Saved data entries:
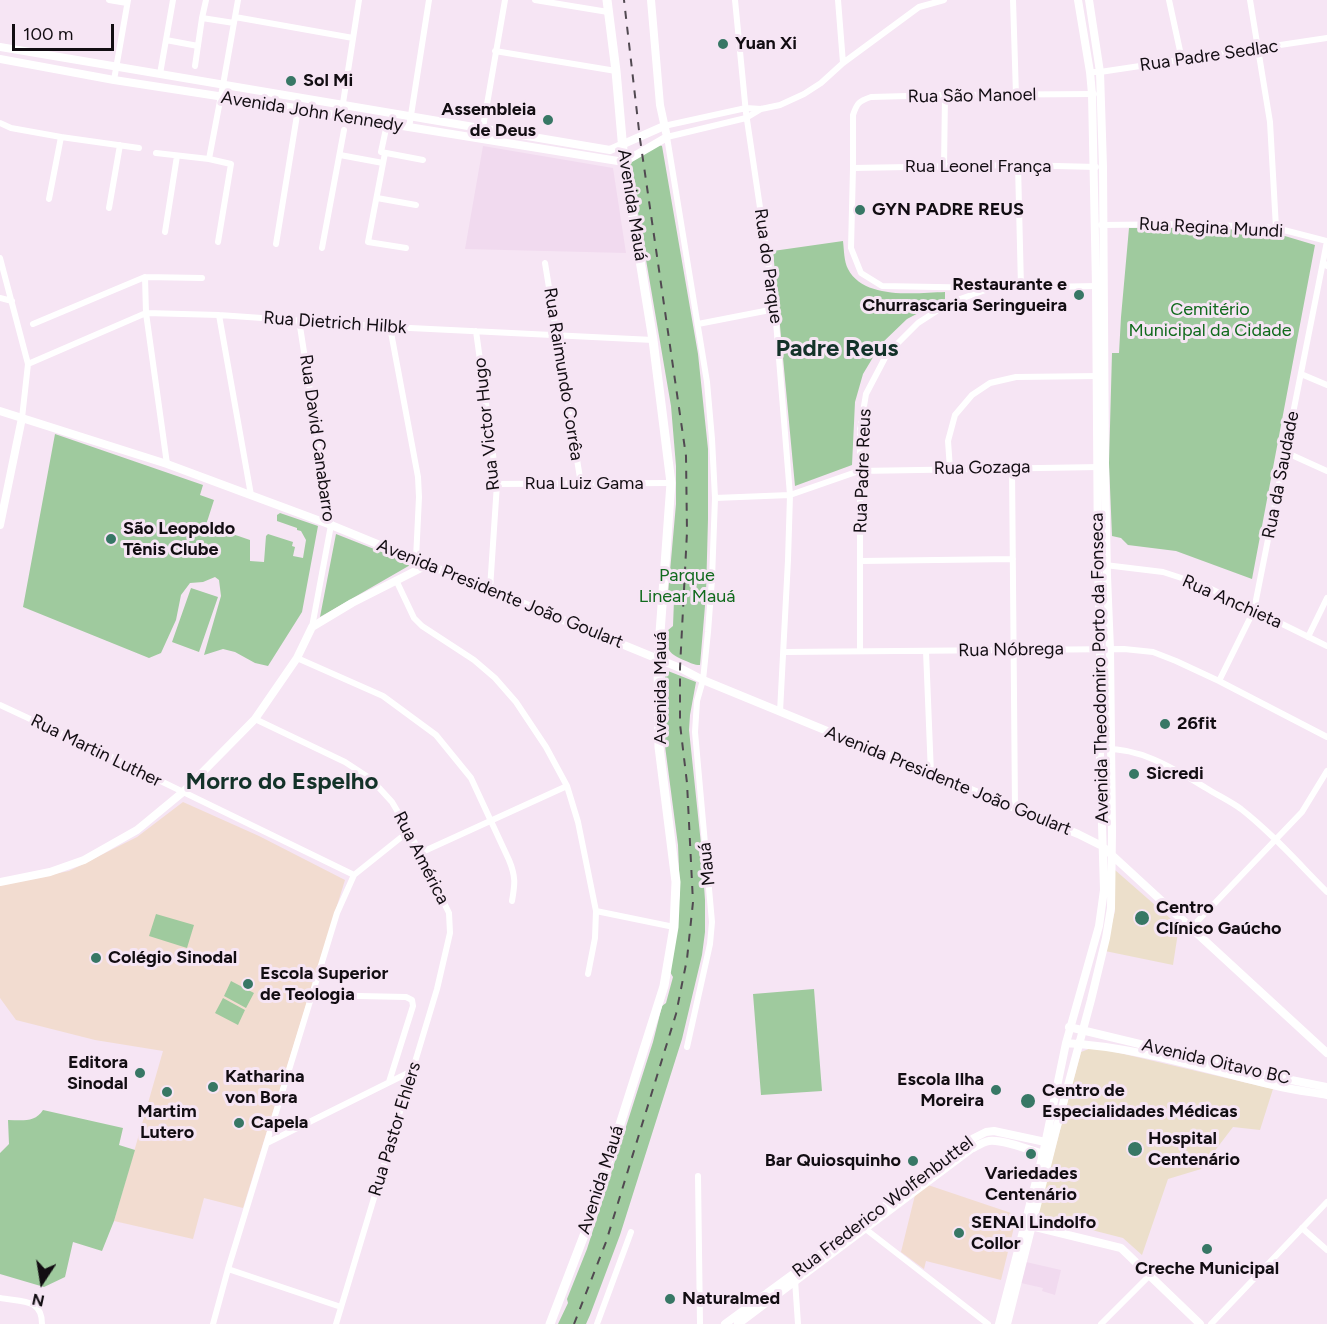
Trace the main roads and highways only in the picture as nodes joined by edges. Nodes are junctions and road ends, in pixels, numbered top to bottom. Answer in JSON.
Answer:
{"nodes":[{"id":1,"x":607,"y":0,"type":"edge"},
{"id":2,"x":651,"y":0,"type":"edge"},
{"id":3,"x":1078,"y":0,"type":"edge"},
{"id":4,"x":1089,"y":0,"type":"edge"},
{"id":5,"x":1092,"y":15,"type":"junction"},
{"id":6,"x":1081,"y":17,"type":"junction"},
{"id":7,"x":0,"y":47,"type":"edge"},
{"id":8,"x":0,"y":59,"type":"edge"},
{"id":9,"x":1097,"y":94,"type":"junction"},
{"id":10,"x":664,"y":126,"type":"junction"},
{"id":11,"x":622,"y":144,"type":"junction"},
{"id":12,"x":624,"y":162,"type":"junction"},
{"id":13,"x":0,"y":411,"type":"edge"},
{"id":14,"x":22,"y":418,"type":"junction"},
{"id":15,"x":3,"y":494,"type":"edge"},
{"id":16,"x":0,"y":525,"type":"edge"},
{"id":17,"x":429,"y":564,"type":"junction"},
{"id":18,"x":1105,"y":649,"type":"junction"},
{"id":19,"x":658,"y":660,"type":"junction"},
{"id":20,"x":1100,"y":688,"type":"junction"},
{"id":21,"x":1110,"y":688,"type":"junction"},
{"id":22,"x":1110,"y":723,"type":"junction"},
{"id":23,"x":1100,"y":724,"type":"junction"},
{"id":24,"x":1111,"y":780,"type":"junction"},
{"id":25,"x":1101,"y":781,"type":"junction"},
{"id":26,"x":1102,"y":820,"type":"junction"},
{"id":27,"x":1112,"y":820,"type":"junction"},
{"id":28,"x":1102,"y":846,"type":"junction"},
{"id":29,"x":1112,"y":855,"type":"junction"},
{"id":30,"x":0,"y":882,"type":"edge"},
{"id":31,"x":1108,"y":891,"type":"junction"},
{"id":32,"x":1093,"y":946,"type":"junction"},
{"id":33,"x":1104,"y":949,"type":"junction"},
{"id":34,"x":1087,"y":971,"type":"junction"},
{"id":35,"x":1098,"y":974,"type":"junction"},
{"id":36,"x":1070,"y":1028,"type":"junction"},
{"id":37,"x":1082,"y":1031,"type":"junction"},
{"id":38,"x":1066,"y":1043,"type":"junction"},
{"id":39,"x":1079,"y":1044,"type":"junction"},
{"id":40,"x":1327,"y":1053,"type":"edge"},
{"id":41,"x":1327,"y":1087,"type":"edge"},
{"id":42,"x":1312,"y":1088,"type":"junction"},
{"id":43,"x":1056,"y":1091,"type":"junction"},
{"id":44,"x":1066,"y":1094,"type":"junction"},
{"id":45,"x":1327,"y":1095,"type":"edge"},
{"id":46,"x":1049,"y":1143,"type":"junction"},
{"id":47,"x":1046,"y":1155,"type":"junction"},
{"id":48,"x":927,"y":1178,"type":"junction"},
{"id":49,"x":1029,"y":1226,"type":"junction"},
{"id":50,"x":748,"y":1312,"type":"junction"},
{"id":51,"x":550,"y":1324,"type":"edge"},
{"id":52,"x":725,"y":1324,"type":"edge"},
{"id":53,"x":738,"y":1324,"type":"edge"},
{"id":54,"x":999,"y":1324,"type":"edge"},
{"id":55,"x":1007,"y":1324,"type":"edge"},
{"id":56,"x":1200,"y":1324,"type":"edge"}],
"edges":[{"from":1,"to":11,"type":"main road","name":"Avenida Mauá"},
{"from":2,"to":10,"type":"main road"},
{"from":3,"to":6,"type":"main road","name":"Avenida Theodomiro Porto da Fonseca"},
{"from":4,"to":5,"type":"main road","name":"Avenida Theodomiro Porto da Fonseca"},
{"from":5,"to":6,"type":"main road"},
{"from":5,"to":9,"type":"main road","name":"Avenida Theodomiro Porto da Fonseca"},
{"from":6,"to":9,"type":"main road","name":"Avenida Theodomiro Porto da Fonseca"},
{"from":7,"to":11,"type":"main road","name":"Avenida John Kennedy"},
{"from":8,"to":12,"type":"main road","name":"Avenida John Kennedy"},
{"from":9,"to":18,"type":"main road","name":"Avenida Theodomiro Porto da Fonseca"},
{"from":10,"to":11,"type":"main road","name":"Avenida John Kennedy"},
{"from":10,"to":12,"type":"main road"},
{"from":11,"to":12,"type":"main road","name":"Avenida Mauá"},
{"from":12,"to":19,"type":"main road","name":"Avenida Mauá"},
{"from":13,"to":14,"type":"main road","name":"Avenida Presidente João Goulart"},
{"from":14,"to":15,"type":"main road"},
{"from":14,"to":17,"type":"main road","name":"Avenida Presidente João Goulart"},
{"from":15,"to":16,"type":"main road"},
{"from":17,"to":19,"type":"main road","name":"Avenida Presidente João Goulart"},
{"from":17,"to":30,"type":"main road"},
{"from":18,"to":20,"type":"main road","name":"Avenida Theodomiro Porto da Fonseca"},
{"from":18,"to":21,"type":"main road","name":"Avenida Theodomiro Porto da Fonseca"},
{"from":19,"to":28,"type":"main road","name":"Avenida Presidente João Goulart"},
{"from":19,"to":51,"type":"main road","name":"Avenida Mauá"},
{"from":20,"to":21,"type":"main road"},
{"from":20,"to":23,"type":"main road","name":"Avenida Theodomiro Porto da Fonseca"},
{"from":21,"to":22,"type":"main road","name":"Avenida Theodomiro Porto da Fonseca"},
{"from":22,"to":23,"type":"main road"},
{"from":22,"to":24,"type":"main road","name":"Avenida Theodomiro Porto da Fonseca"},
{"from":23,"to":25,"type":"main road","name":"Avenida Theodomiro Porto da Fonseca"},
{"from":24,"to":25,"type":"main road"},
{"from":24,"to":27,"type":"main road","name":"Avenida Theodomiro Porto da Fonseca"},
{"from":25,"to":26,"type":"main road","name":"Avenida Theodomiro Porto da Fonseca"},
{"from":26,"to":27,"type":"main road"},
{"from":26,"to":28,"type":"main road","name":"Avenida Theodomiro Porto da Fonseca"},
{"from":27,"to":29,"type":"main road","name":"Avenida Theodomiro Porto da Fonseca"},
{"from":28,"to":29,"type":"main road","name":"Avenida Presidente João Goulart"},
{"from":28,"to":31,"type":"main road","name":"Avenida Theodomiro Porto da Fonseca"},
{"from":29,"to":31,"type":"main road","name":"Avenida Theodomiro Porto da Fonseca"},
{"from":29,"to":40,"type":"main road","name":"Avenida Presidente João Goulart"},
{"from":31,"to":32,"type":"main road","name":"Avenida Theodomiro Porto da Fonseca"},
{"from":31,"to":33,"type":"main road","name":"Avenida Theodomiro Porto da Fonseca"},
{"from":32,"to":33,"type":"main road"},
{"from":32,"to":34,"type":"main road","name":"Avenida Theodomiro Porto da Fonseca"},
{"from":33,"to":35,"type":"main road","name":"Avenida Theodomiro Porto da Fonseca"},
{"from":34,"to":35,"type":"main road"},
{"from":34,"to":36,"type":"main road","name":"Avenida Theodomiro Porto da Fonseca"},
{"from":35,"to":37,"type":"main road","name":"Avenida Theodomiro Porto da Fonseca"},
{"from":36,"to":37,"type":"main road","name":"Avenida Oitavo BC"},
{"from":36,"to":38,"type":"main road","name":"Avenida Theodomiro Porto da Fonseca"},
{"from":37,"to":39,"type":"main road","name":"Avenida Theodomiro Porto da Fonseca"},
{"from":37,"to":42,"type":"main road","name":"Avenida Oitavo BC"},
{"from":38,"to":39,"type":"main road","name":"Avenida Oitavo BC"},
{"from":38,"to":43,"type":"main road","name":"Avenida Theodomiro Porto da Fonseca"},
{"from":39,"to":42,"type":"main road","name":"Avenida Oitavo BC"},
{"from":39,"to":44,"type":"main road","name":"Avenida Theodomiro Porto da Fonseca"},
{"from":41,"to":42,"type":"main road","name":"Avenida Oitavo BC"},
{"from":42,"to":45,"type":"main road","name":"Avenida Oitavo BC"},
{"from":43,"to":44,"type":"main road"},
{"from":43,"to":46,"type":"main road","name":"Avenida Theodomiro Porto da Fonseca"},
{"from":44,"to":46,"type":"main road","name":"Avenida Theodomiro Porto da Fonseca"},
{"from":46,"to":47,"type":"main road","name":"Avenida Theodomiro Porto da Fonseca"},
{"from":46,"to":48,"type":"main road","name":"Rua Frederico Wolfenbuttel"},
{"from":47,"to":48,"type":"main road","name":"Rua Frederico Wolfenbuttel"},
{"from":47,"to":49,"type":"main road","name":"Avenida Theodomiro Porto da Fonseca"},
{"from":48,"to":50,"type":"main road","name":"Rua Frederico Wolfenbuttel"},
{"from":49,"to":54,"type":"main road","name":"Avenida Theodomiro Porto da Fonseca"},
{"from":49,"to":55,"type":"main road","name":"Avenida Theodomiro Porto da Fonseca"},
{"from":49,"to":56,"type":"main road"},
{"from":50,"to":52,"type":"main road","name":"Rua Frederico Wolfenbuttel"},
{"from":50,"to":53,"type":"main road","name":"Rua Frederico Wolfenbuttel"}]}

--- HOW TO COMPLETE THIS TASK ---
Within the entries, find each line holding the string "Oitavo". Reply with how many there are, as a number alone.

--- FINISHED TASK ---
6